### WHAT YOU HAVE TO DO
Copy every line of the records that includes the word "numbered".

### EXTRACTED RECORDS
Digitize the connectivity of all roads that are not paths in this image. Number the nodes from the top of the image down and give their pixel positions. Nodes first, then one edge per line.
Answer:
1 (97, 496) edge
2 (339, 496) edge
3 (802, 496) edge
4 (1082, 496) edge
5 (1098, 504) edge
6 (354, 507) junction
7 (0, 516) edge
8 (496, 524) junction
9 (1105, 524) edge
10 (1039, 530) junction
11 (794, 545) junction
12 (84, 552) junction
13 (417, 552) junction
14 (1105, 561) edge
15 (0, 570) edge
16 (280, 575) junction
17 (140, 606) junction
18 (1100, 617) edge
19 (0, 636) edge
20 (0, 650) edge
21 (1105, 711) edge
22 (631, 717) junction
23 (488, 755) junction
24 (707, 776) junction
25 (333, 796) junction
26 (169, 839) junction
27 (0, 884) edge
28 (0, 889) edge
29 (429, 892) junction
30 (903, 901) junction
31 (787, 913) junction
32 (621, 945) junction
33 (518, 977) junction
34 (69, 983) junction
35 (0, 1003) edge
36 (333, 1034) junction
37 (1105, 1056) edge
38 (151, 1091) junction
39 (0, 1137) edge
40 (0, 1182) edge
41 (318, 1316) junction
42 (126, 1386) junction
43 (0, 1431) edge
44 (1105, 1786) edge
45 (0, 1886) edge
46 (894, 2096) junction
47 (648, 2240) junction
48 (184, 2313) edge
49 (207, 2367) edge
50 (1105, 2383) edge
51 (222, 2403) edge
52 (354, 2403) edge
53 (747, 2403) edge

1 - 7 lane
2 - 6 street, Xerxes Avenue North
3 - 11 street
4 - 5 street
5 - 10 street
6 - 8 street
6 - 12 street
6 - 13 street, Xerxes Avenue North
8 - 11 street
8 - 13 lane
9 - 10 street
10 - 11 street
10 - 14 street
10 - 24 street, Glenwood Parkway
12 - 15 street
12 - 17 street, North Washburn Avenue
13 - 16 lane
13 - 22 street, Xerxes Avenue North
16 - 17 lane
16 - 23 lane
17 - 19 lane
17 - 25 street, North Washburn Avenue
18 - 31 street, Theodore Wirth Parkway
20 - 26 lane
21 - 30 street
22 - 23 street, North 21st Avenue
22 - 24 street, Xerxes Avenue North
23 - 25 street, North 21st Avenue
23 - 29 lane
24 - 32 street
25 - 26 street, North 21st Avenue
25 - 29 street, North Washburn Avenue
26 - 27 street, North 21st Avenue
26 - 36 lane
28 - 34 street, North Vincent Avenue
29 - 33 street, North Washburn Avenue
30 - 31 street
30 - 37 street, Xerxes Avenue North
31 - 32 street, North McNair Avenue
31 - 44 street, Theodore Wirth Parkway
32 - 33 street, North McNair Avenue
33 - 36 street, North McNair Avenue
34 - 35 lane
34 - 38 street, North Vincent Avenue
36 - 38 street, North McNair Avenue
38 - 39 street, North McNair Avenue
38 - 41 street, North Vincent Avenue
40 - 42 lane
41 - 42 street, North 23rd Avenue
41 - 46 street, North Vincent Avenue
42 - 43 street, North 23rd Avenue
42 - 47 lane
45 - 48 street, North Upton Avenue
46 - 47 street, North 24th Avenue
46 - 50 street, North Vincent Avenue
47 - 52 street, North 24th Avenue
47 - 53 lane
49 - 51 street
==
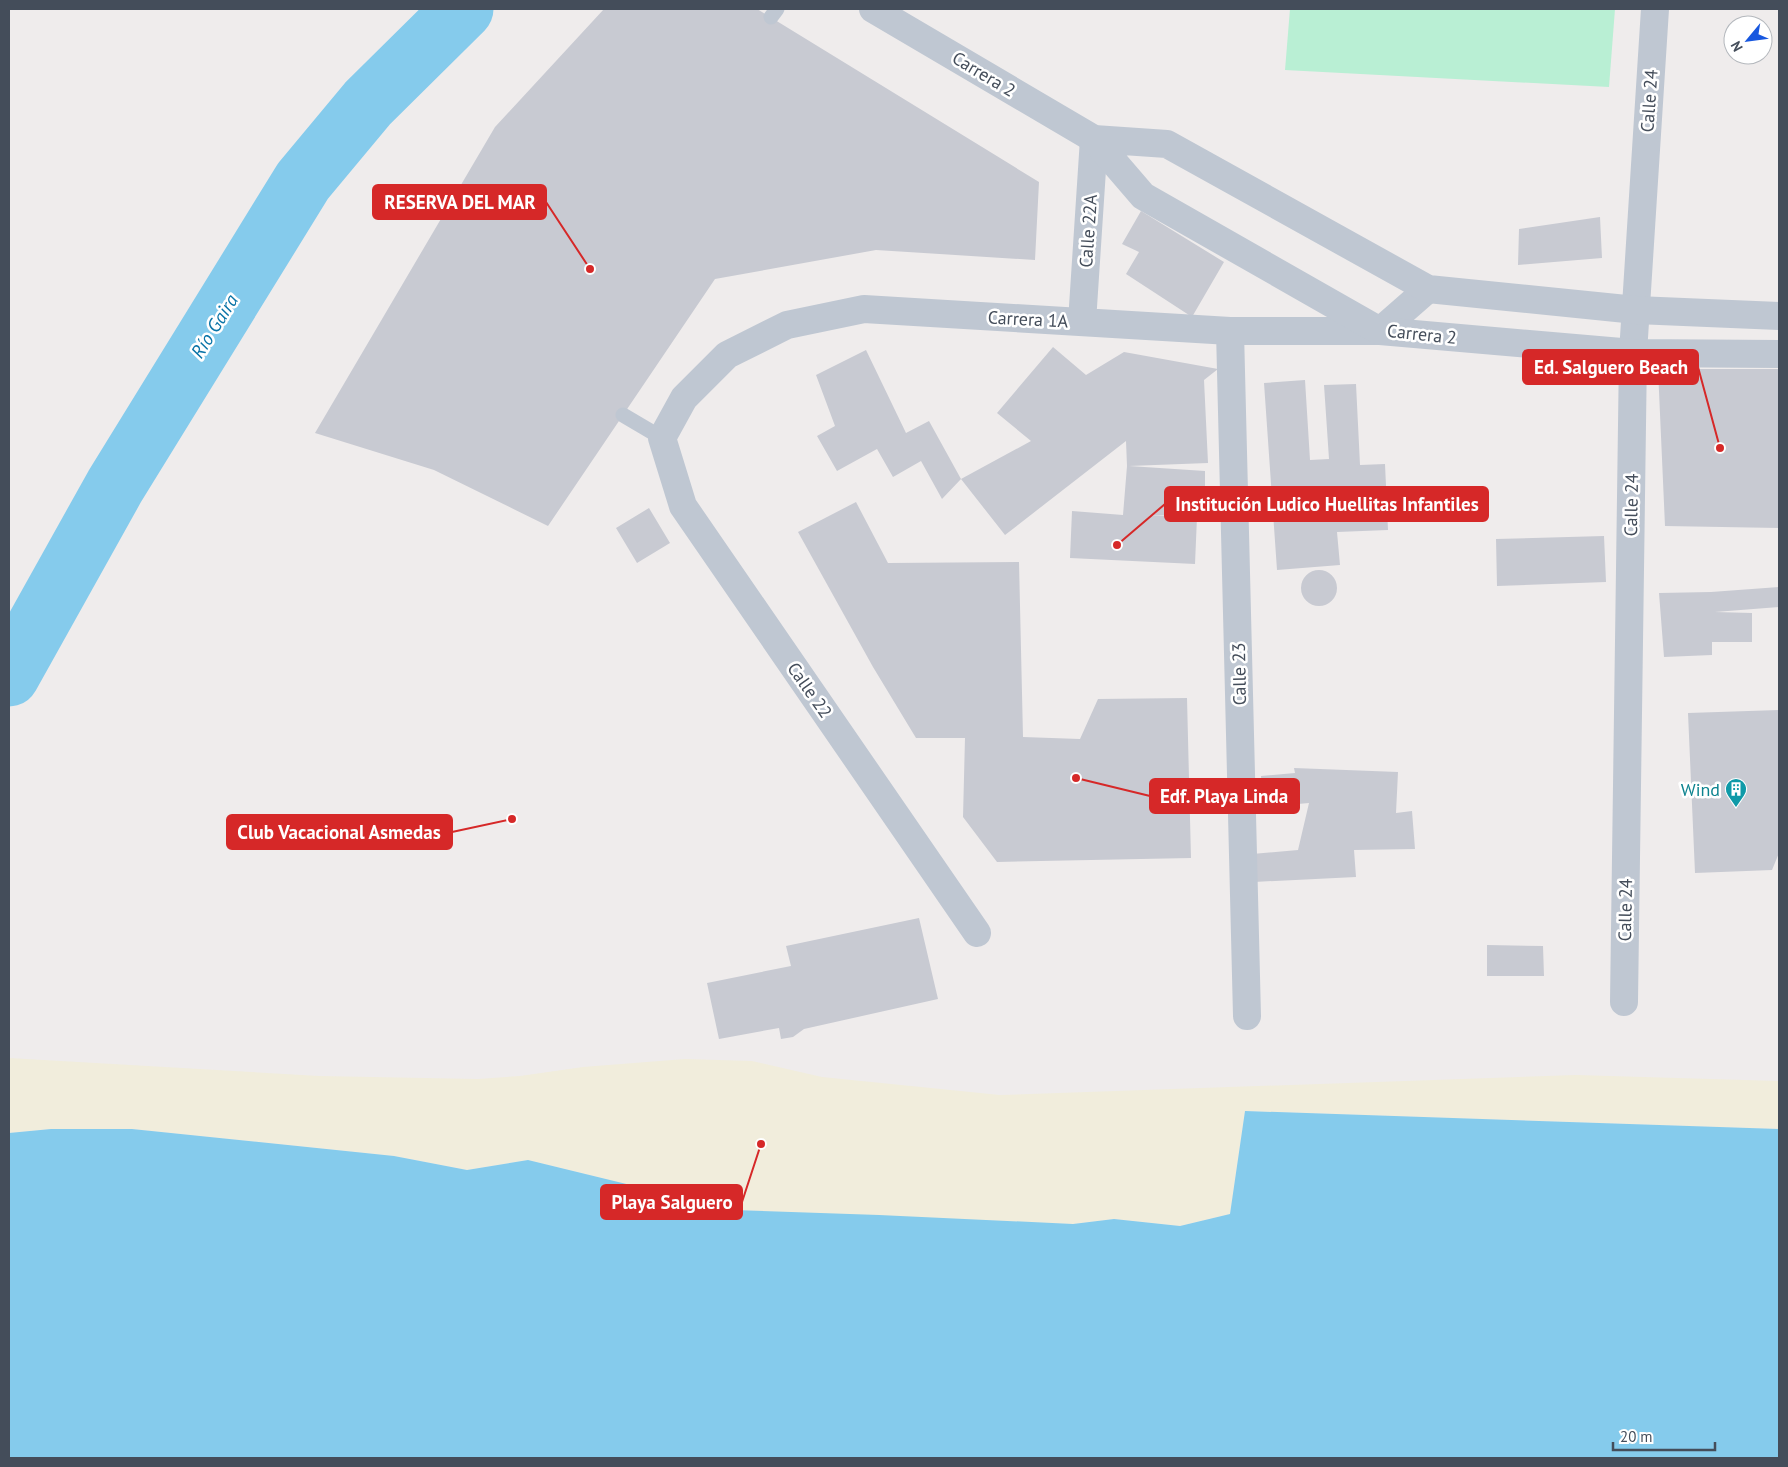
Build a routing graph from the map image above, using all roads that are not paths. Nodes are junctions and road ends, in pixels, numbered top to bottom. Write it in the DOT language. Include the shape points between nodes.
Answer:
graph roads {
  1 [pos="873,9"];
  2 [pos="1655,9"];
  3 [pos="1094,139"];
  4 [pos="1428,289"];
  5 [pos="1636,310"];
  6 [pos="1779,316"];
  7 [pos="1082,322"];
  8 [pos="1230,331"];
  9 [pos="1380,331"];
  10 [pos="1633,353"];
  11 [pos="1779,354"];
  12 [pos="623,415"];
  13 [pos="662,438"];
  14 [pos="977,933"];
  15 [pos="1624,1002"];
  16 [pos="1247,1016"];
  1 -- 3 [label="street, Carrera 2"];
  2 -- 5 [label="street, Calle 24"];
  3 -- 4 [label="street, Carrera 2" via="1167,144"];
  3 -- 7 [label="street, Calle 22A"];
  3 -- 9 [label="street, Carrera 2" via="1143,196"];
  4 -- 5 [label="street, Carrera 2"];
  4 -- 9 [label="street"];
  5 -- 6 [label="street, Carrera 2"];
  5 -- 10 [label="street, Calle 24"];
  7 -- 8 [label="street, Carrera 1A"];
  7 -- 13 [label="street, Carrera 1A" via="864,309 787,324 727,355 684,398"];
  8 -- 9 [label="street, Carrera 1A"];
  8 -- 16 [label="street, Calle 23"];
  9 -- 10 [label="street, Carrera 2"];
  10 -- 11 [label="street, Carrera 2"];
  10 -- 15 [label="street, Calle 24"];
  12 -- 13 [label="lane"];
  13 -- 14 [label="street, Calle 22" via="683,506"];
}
--
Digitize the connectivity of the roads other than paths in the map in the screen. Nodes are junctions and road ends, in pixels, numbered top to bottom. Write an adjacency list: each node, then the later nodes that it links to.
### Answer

### RESULT OF THE TASK
Build a routing graph from the map image above, using all roads that are not paths. Nodes are junctions and road ends, in pixels, numbered top to bottom. Write it in the DOT language. Include the shape points between nodes.
Digitize the connectivity of the roads other than paths in the map in the screen. Nodes are junctions and road ends, in pixels, numbered top to bottom. Write an adjacency list: each node, then the later nodes that it links to.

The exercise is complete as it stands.